Monday, September 28, 2009

Hit. Hard.

"Never has she been
here before. It's low, low, low.
And her only chance
of surviving is giving up
all she's got, all she's
ever known, all she holds dear.
Don't be surprised if
she's down for a long time. When
you take a blow like
that, it takes your whole life to
recover. . .let go."

And More

He said that I was an angel to him.
He said that I was everything he had never known before.
He said that I was different.

He was everything I'd already had, and I still wanted more.

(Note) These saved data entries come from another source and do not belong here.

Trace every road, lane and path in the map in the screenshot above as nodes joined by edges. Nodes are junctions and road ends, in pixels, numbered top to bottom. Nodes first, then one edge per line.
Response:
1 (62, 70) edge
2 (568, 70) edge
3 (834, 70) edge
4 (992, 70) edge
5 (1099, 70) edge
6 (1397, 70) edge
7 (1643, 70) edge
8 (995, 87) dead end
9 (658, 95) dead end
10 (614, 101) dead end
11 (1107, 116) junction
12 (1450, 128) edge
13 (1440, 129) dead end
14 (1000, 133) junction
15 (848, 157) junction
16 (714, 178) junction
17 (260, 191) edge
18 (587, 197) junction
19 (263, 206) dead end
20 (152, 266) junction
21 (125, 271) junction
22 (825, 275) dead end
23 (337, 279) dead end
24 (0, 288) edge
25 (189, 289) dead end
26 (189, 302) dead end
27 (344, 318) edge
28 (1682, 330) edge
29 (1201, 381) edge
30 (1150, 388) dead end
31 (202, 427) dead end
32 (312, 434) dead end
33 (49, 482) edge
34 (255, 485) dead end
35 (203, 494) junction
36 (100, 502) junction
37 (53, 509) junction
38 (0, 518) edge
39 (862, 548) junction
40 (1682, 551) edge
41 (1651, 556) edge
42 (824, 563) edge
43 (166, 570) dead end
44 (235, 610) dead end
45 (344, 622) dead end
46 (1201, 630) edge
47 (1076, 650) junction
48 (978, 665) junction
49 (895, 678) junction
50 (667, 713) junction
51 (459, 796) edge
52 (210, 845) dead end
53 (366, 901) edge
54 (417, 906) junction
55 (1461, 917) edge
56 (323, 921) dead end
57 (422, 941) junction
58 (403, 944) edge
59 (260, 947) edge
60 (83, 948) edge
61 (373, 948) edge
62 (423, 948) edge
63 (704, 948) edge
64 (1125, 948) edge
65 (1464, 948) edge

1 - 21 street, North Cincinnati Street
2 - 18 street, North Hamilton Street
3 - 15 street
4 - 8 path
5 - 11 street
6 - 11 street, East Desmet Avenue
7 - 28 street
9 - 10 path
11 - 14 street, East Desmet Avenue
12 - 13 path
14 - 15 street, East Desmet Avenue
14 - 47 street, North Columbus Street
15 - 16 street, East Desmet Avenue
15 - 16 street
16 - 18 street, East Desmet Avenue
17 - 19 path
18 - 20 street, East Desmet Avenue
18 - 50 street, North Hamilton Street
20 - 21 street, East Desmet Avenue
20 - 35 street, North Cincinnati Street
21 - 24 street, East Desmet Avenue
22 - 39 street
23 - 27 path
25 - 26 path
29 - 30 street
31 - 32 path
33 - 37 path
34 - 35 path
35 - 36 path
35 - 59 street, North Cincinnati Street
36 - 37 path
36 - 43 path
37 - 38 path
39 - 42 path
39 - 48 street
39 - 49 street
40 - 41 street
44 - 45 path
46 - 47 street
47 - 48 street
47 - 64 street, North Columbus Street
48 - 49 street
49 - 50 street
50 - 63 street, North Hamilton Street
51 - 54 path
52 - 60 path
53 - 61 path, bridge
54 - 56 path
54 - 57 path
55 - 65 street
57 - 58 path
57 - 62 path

Sunday, September 27, 2009

I Kept His Secret

The treasure I've discovered within you is beautiful, beautifully hidden.
There's a gold mine within your heart.
And one day, I will tell you.
But you must discover it first.

Wednesday, September 23, 2009

I Guess She's Just Afraid

Why is it that lightning always strikes just before I fall down?
And why does it never fail to rain as I struggle to get up?
Air never felt so slippery.


"When you put forth your
hand, it surprised me. No one
has ever saved me."

Tuesday, September 22, 2009

When the Dust Finally Settles

This hurricane never gets old,
never gets old,
never gets old.

Monday, September 21, 2009

Wind is My Friend

I think you heard my heart.
You see why I lash out and rebel against the fraudulent sacrifices of these lies.
Never would I put my life on the line if I didn't believe and know the truth.


...and now you see.

Sunday, September 20, 2009

Silver Fails in Comparison

I find myself here all too often, at the bottom of the barrel, with this impossible regret. What's it going to take to be on top again? I think I'm an expert faller.

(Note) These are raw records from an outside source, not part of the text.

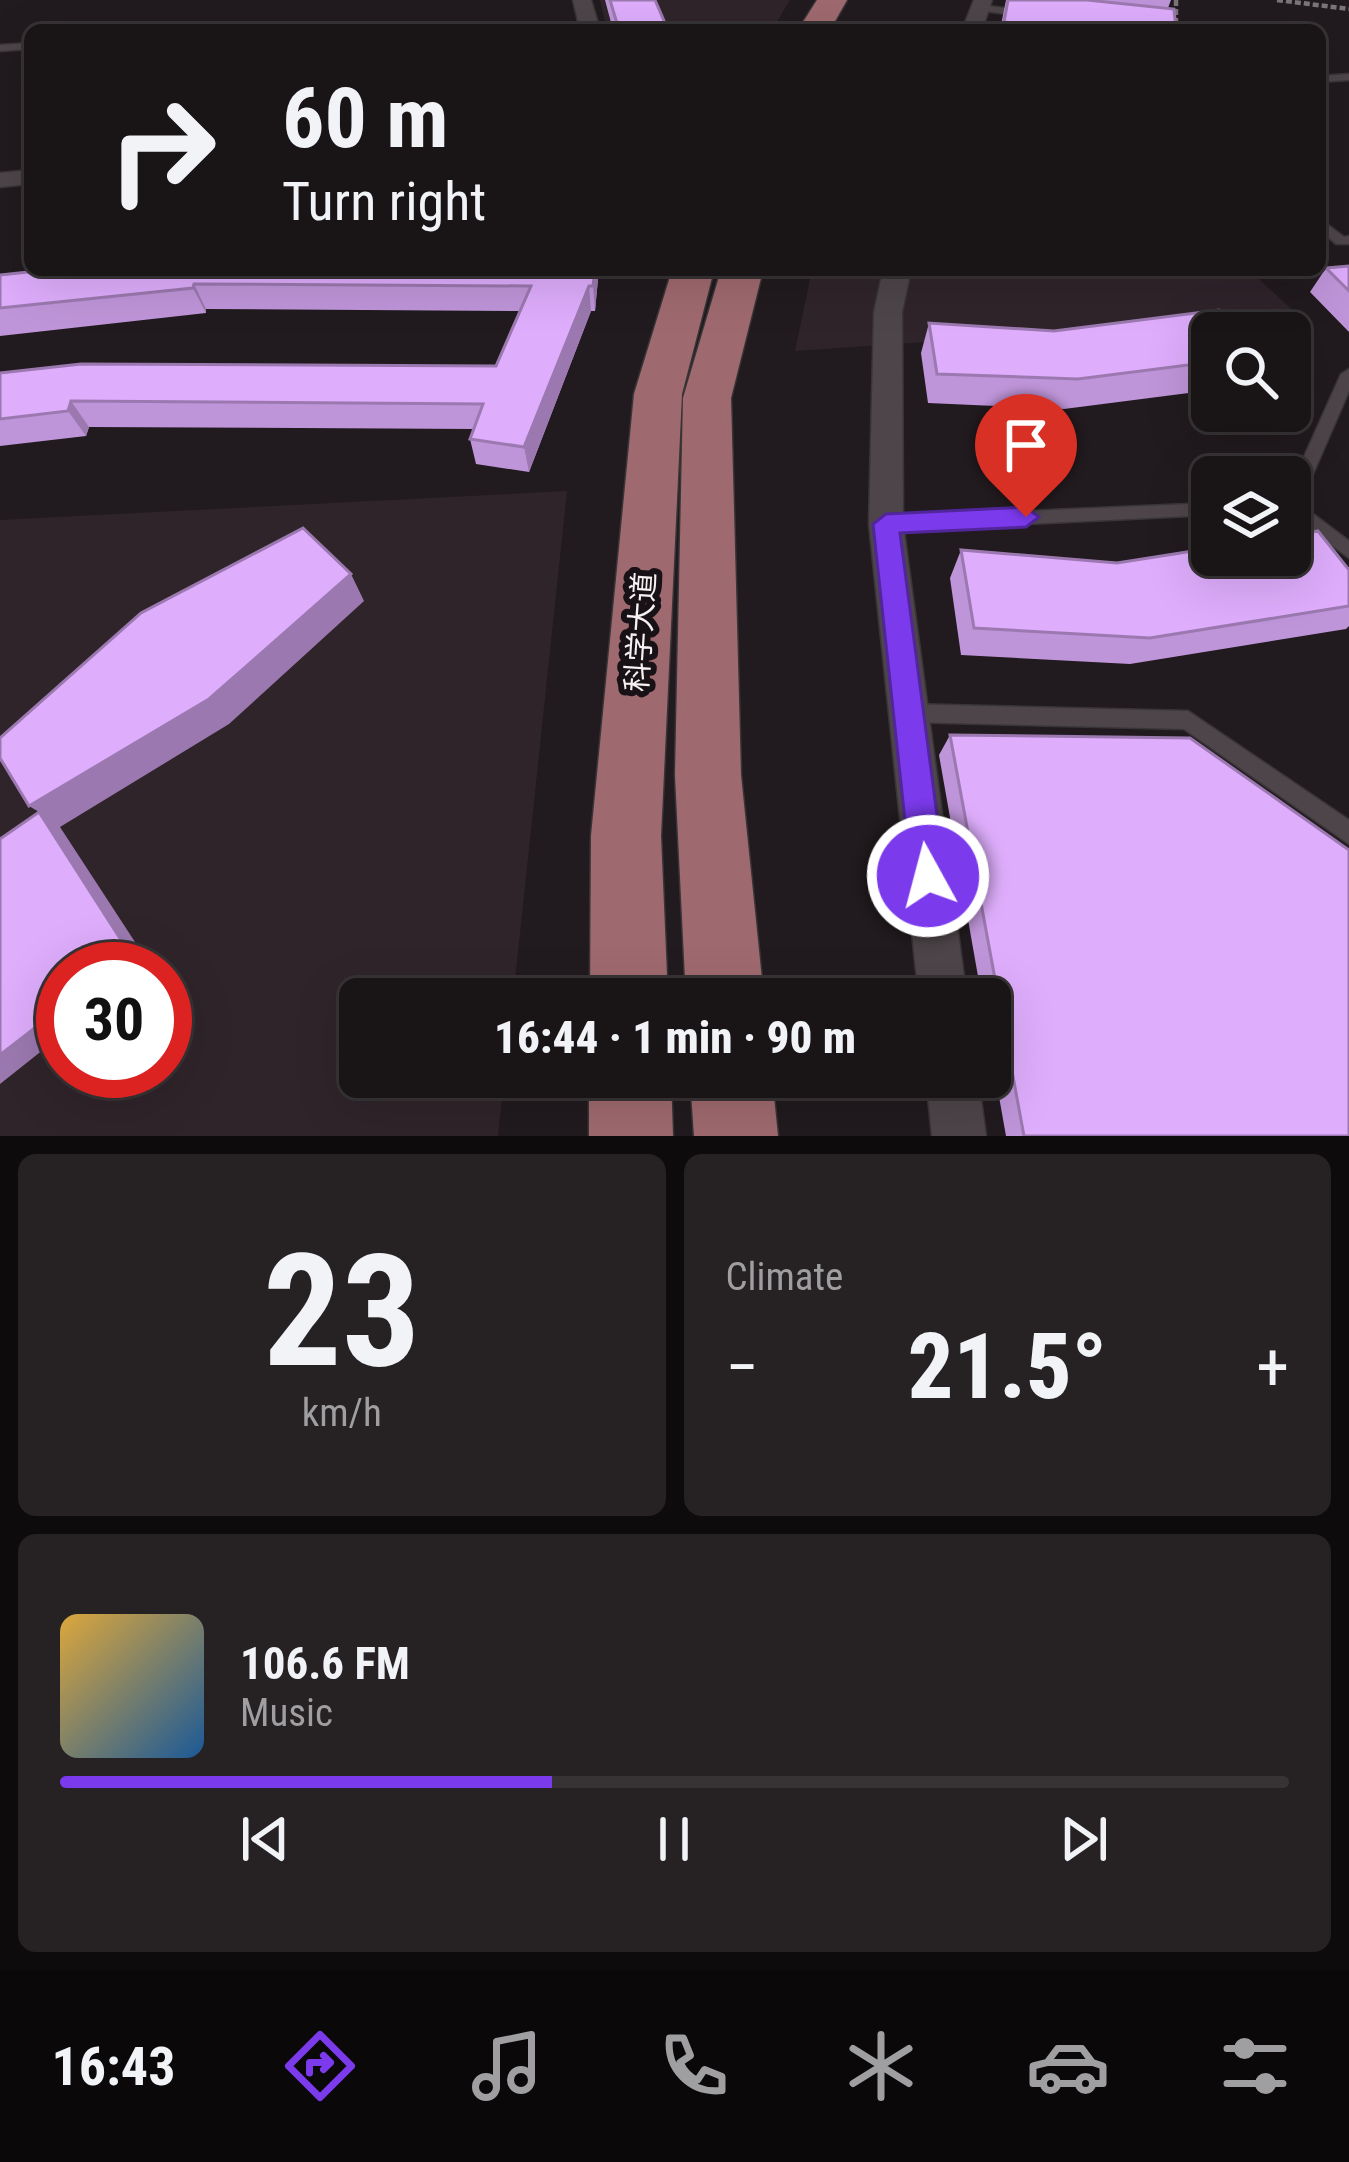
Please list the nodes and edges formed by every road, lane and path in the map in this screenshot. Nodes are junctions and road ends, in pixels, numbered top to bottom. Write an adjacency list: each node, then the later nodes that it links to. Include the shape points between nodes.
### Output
1 (1277, 0): 3 (path)
2 (982, 4): 4 (lane)
3 (1349, 9)
4 (1050, 16)
5 (691, 276): 16 (main road, 科学大道, via 658,394 626,836)
6 (740, 276): 17 (main road, 科学大道, via 707,398 708,776)
7 (897, 276): 12 (street, via 888,312)
8 (1349, 374): 9 (lane)
9 (1311, 460)
10 (1191, 509): 12 (lane)
11 (1311, 521): 13 (lane)
12 (886, 524): 14 (street)
13 (1349, 550)
14 (908, 713): 15 (lane, via 1188,720); 18 (street)
15 (1349, 832)
16 (629, 978)
17 (723, 978)
18 (940, 978)
19 (630, 1098): 22 (main road)
20 (733, 1098): 23 (main road)
21 (954, 1098): 24 (street)
22 (631, 1136)
23 (736, 1136)
24 (959, 1136)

But remember those of us who fall still have a heart; we still have drive; we still have passion. We've still got what it takes. We're just not afraid to fall.


"And though it's all been
taken away, I am no
less of a person.
If anything, I've
gained more than you'll ever know.
It's my own secret."

Saturday, September 19, 2009

Yellow Roses

Maybe.
Maybe one day I'll understand your love for me.
It's something I run from, and it's something I embrace at the same time.

"And like a drum beat
you consume me, there is no
rhythm, no tempo,
no melody, no
harmony without you. Please
don't stop the music."

Thursday, September 17, 2009

Red Wood, Blue

I want so badly to believe there is good in all of us.
More than that, I want to believe there is good in my own heart.
But I have my doubts; and sometimes, my doubts get the best of me.


"It's not so much my
innocence was stolen; it
was bartered for guilt."

Monday, September 7, 2009

Red Jell-O

I just wish you could understand.


"Never have I felt
so unaccepted as when
you laughed in my face
because you don't have
dreams like I do. And that's not
an excuse. It's fact.
I pray you find your
smile again. And when you do,
remember my eyes.
They'll be the only
ones that won't turn away in
desperate hours."

Friday, September 4, 2009

Between Death And Life

I just need more time.
And then I'll have enough courage, and I won't scare you away from loving me.
We could be beautiful. Oh, we could be beautiful.

Who Told You Every Disaster Was Beautiful?

Save me from myself.
I'm so afraid I'm going to tear this fragile little life by the seams, and when it is found, it won't be able to be put back together.
Broken. I am broken. I will always be broken.

"Vodka won't fix this
kind of broken. Yet it will
numb it, however
it pleases. And from
there, I'll stumble across the
courtyard into an
unescapable
paradise where birds sing and
bow down for the sun."

Wednesday, September 2, 2009

Not Kidding

I don't know if there will ever be a day where you won't judge me for all the things I've done.
The silly thing is I'm okay with that.